Le projet de loi levant l’interdiction sur l’utilisation de ces produits, que l’ancien ministre de l’écologie Nicolas Hulot a appelé dimanche « à ne pas voter », est examiné à partir de lundi par les députés à l’Assemblée nationale.
Qu’est-ce que la Zone Atelier et à quels résultats êtes-vous parvenus ?

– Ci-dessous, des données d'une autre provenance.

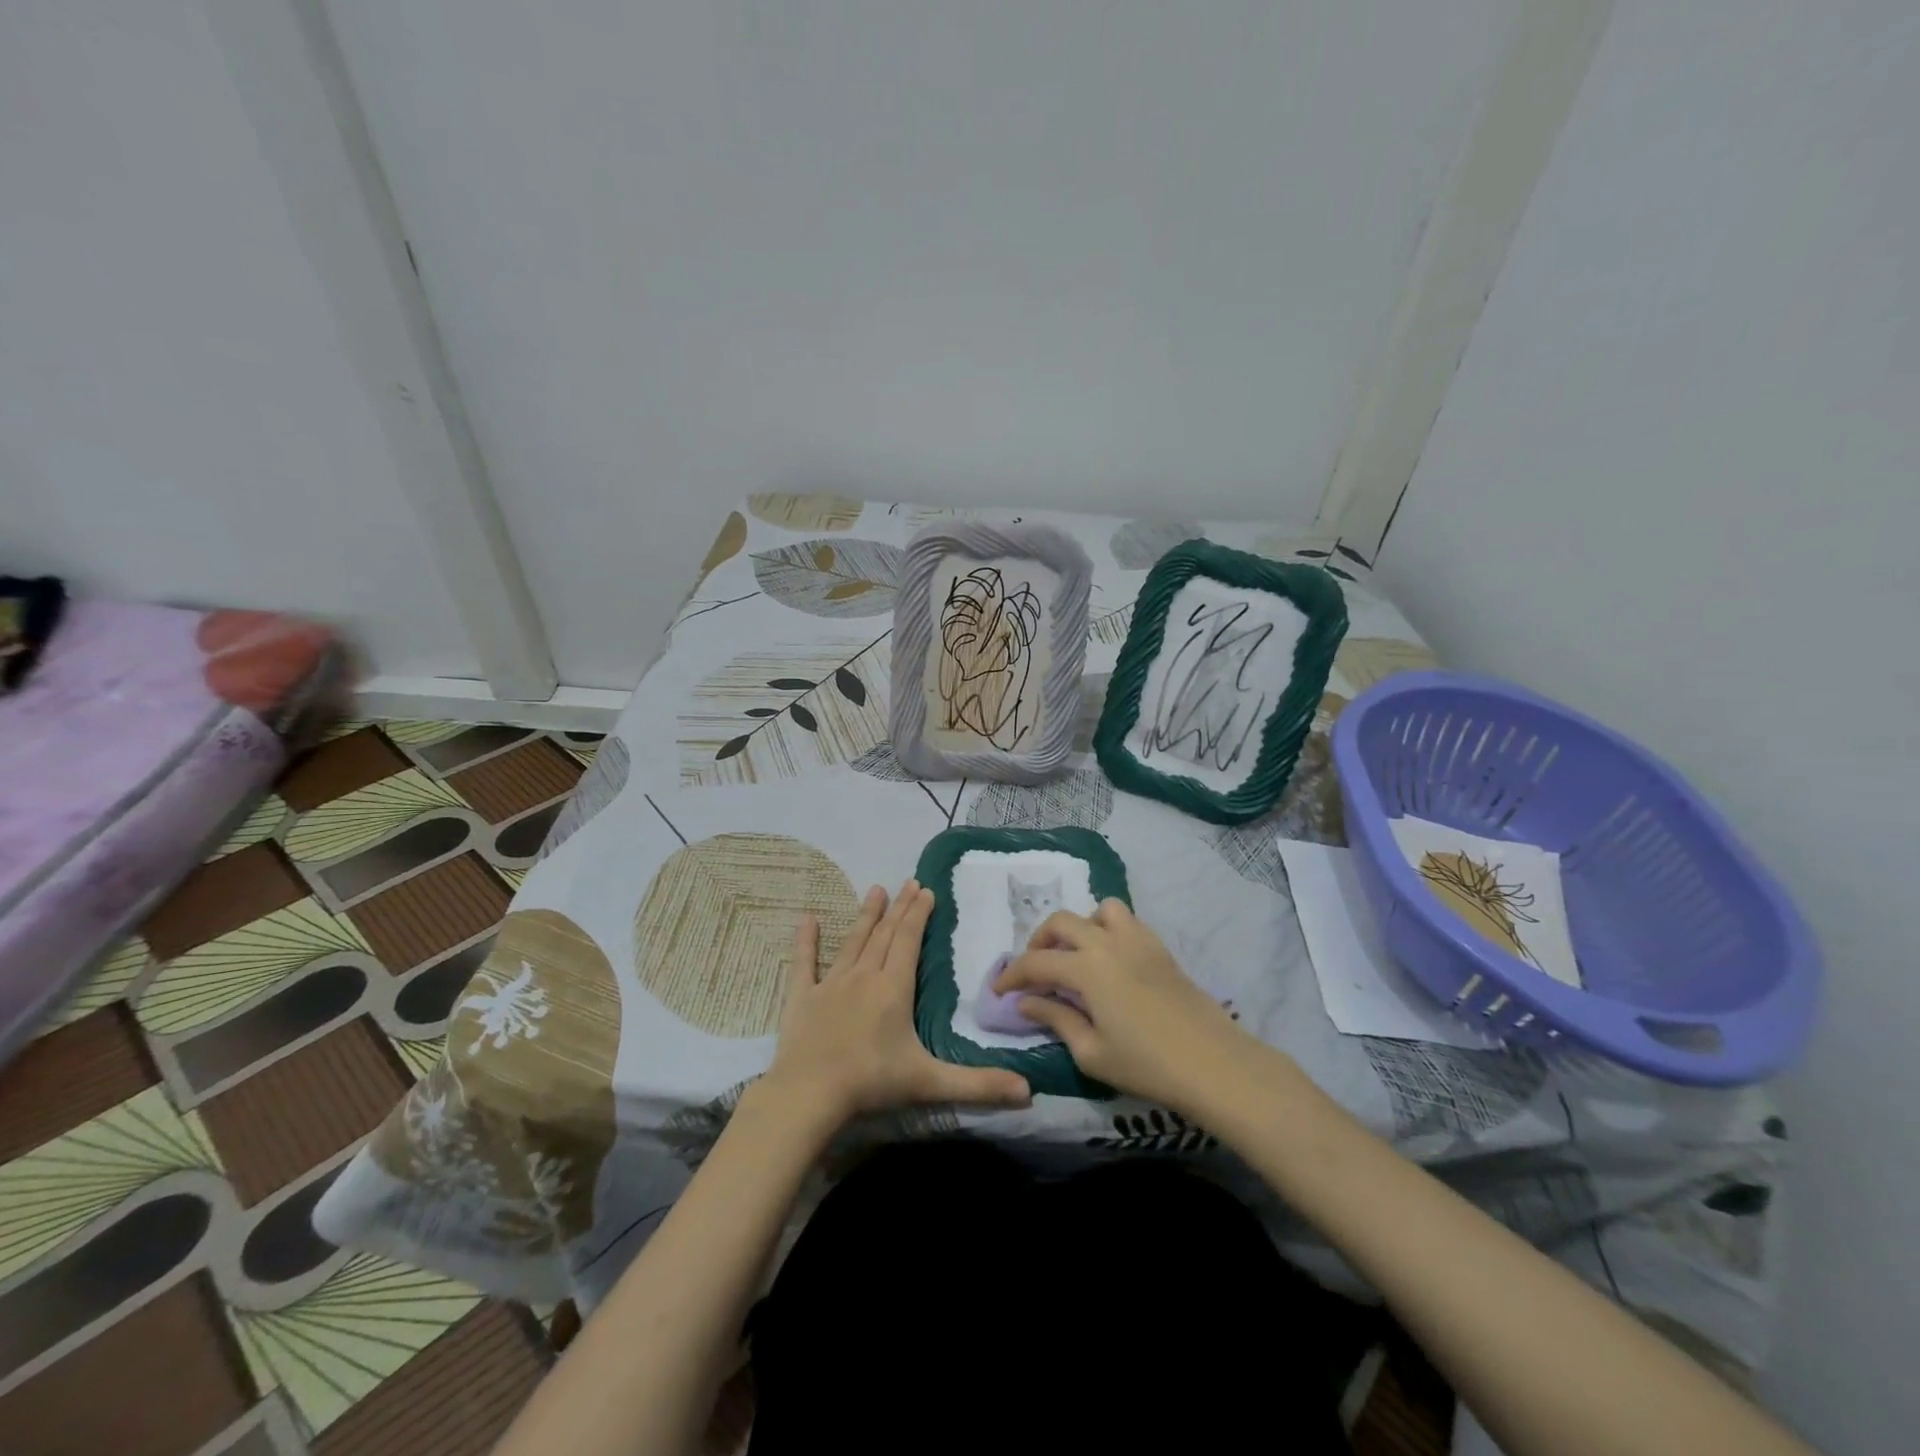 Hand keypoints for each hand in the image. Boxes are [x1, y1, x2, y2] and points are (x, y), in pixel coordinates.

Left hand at [764, 879, 1031, 1132]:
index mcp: (893, 988)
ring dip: (866, 915)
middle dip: (899, 907)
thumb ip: (978, 1084)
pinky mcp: (802, 997)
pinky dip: (806, 940)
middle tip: (909, 882)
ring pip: (852, 941)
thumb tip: (1028, 1091)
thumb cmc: (871, 1083)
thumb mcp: (930, 1083)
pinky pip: (804, 962)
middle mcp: (863, 976)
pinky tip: (807, 919)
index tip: (926, 890)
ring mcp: (830, 984)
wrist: (809, 1094)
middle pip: (884, 934)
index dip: (919, 915)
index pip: (908, 941)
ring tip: (876, 890)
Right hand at [994, 899, 1248, 1110]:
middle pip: (1061, 922)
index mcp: (1086, 968)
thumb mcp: (1091, 1052)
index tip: (999, 991)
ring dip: (1079, 927)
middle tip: (1034, 971)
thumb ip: (1056, 1019)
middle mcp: (1108, 943)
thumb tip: (1027, 1002)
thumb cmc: (1146, 1064)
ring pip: (1099, 910)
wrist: (1214, 1064)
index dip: (1012, 976)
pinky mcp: (1160, 948)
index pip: (1036, 963)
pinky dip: (1107, 929)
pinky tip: (1109, 961)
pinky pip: (1126, 921)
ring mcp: (1138, 940)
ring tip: (1076, 956)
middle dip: (1039, 942) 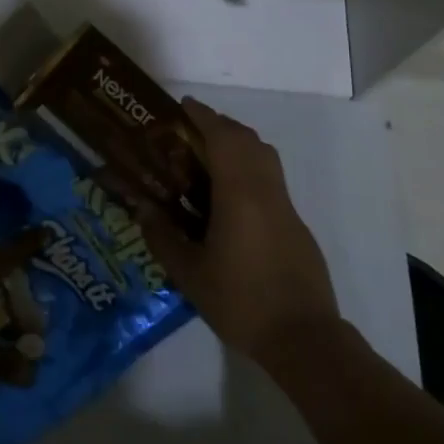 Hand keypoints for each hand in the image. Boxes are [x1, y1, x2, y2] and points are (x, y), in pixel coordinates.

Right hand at [133, 98, 340, 363]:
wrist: (303, 337)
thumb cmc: (241, 301)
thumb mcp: (190, 273)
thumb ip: (163, 236)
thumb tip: (141, 208)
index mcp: (240, 192)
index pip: (223, 137)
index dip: (203, 117)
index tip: (183, 106)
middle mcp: (265, 189)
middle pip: (247, 140)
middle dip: (220, 126)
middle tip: (191, 131)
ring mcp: (285, 206)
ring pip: (264, 156)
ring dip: (238, 144)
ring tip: (208, 157)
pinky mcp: (295, 224)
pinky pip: (270, 178)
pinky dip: (250, 168)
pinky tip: (230, 196) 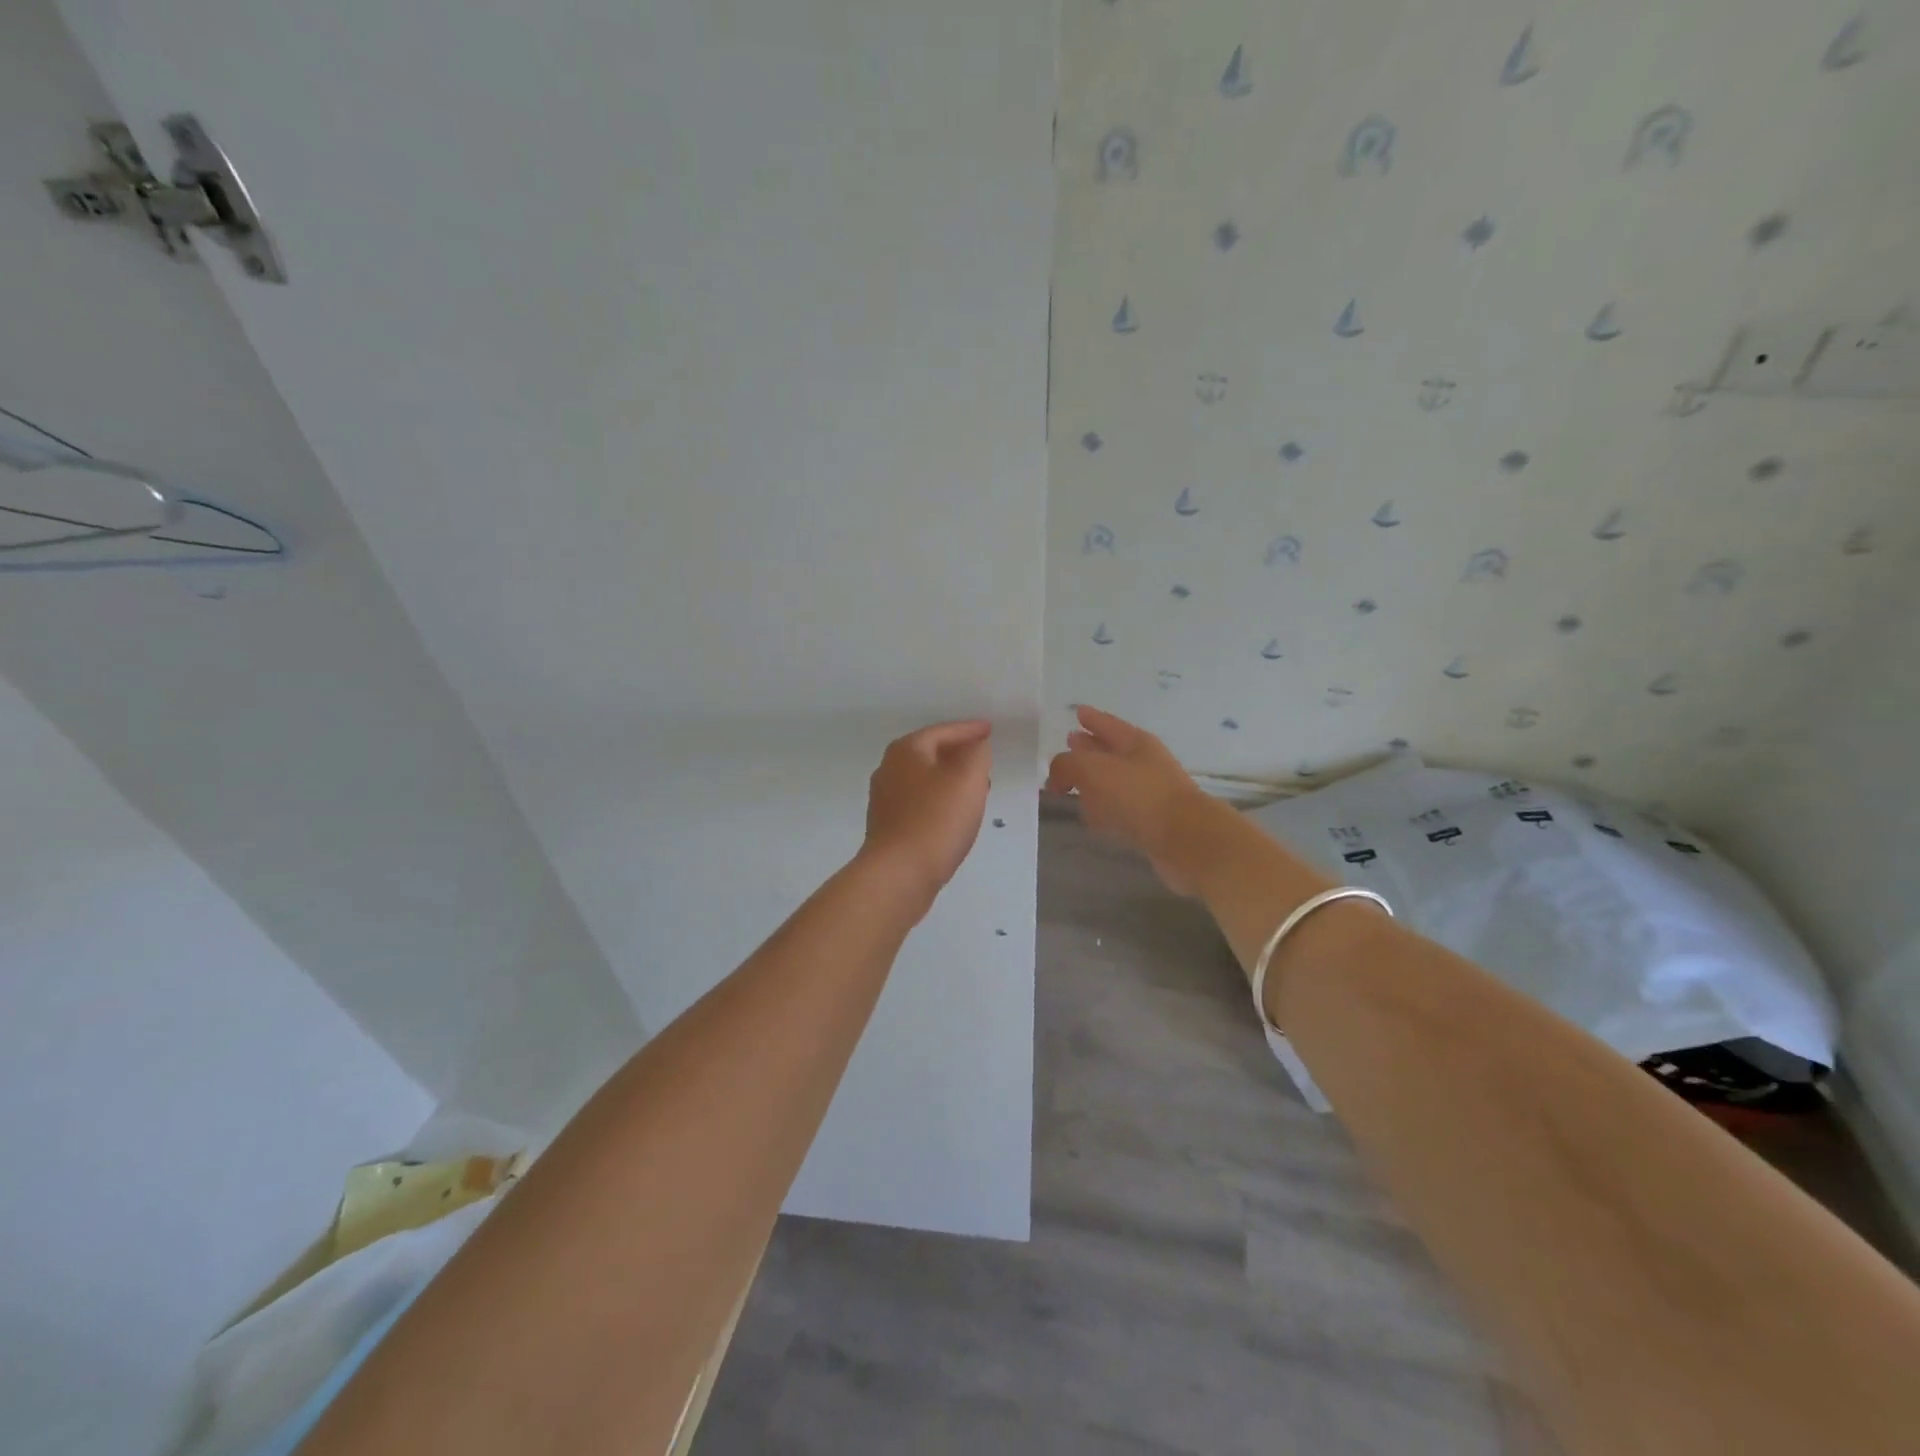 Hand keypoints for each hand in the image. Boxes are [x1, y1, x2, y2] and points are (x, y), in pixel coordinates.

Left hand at [861, 720, 992, 899]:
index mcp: (906, 750)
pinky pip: (920, 804)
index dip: (970, 730)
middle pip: (930, 753)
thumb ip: (976, 753)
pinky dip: (940, 801)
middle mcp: (889, 769)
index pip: (943, 731)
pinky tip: (955, 815)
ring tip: (977, 789)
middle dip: (959, 755)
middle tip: (986, 760)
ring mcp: (885, 800)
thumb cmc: (936, 819)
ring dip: (951, 780)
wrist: (899, 874)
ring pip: (925, 780)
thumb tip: (975, 746)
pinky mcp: (888, 827)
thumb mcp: (968, 778)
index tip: (990, 729)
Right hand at [1045, 706, 1211, 893]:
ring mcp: (1149, 793)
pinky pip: (1119, 810)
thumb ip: (1067, 765)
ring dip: (1094, 783)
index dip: (1091, 718)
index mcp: (1135, 743)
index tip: (1078, 712)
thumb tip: (1057, 776)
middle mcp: (1144, 764)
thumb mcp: (1093, 769)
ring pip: (1113, 782)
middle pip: (1110, 751)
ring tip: (1073, 786)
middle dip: (1089, 748)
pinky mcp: (1150, 823)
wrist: (1186, 840)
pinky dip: (1103, 810)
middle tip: (1070, 744)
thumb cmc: (1139, 796)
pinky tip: (1092, 818)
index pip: (1108, 724) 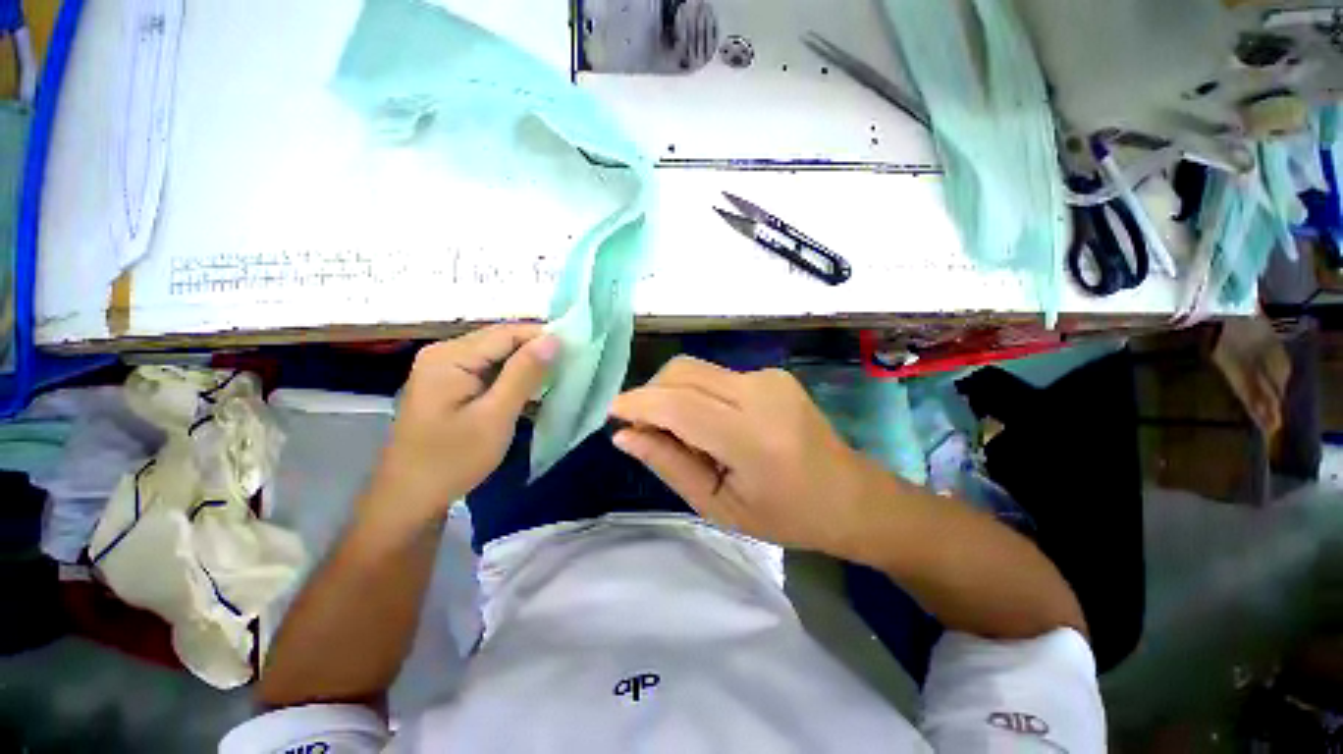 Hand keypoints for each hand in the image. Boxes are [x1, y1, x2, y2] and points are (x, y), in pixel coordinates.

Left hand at [367, 325, 558, 528]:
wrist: (410, 499)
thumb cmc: (453, 459)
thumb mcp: (495, 416)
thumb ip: (524, 374)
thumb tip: (553, 339)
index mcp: (450, 356)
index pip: (507, 332)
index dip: (543, 336)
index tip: (577, 348)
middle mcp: (444, 353)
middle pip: (501, 341)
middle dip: (536, 350)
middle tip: (572, 364)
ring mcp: (445, 369)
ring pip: (497, 356)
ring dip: (527, 365)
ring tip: (559, 376)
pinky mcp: (450, 385)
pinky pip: (488, 371)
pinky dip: (512, 378)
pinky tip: (532, 390)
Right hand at [609, 357, 884, 555]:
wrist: (851, 495)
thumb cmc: (787, 516)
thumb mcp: (720, 506)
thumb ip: (670, 464)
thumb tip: (625, 435)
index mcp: (751, 437)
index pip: (678, 404)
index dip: (637, 403)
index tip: (613, 414)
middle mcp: (760, 393)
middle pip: (683, 372)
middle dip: (651, 393)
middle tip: (642, 427)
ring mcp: (769, 377)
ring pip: (696, 369)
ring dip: (672, 393)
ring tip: (679, 431)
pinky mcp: (772, 373)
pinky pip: (716, 375)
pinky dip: (697, 393)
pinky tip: (708, 423)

Vincent Bretagnolle : La Zone Atelier existe depuis 1994. Depuis l’origine, l’objectif est de proposer un modèle agricole alternatif au modèle productiviste, notamment en grandes cultures. Nous nous sommes intéressés à l’agro-écologie – avant que ce terme ne devienne à la mode – un modèle agricole qui privilégie la nature et la biodiversité en tant qu’alliées plutôt que de combattre cette dernière avec les intrants chimiques, azote minéral et pesticides.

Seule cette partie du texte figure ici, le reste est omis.